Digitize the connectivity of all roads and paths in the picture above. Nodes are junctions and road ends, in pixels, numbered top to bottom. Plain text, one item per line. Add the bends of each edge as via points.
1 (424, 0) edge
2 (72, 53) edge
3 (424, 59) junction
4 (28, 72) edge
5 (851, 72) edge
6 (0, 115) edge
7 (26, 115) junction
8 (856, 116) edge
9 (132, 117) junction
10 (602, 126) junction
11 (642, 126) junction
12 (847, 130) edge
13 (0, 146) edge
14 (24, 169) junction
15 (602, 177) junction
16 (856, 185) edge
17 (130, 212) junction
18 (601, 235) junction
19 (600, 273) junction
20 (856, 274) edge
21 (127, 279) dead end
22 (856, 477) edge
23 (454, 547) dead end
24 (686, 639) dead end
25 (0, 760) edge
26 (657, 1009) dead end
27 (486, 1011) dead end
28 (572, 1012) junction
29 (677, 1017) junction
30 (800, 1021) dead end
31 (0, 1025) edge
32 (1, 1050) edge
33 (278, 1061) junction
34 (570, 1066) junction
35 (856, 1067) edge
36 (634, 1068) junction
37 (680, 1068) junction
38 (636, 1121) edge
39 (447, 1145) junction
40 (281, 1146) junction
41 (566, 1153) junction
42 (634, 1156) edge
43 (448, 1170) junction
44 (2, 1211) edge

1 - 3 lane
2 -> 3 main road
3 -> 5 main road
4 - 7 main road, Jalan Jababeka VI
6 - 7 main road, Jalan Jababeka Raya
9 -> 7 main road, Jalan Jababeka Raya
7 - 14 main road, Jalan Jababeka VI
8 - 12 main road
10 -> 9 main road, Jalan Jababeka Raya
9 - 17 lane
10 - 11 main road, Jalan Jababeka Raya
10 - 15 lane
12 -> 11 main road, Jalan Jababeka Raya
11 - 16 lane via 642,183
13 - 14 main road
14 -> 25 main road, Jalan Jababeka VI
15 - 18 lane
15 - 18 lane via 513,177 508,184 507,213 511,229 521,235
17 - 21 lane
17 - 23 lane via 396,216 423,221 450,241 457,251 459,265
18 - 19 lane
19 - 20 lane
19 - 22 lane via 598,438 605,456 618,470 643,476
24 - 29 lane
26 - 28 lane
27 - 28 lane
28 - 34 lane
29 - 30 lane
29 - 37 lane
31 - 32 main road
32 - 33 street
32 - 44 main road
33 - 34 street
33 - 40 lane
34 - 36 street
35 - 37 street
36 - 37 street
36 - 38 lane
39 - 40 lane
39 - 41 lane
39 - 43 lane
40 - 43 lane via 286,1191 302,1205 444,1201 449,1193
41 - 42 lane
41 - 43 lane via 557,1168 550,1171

______________________________

_Required action:_
All lines above with the word "Raya" need to be reported.

_Answer section:_
6 - 7 main road, Jalan Jababeka Raya
9 -> 7 main road, Jalan Jababeka Raya
10 -> 9 main road, Jalan Jababeka Raya
10 - 11 main road, Jalan Jababeka Raya
12 -> 11 main road, Jalan Jababeka Raya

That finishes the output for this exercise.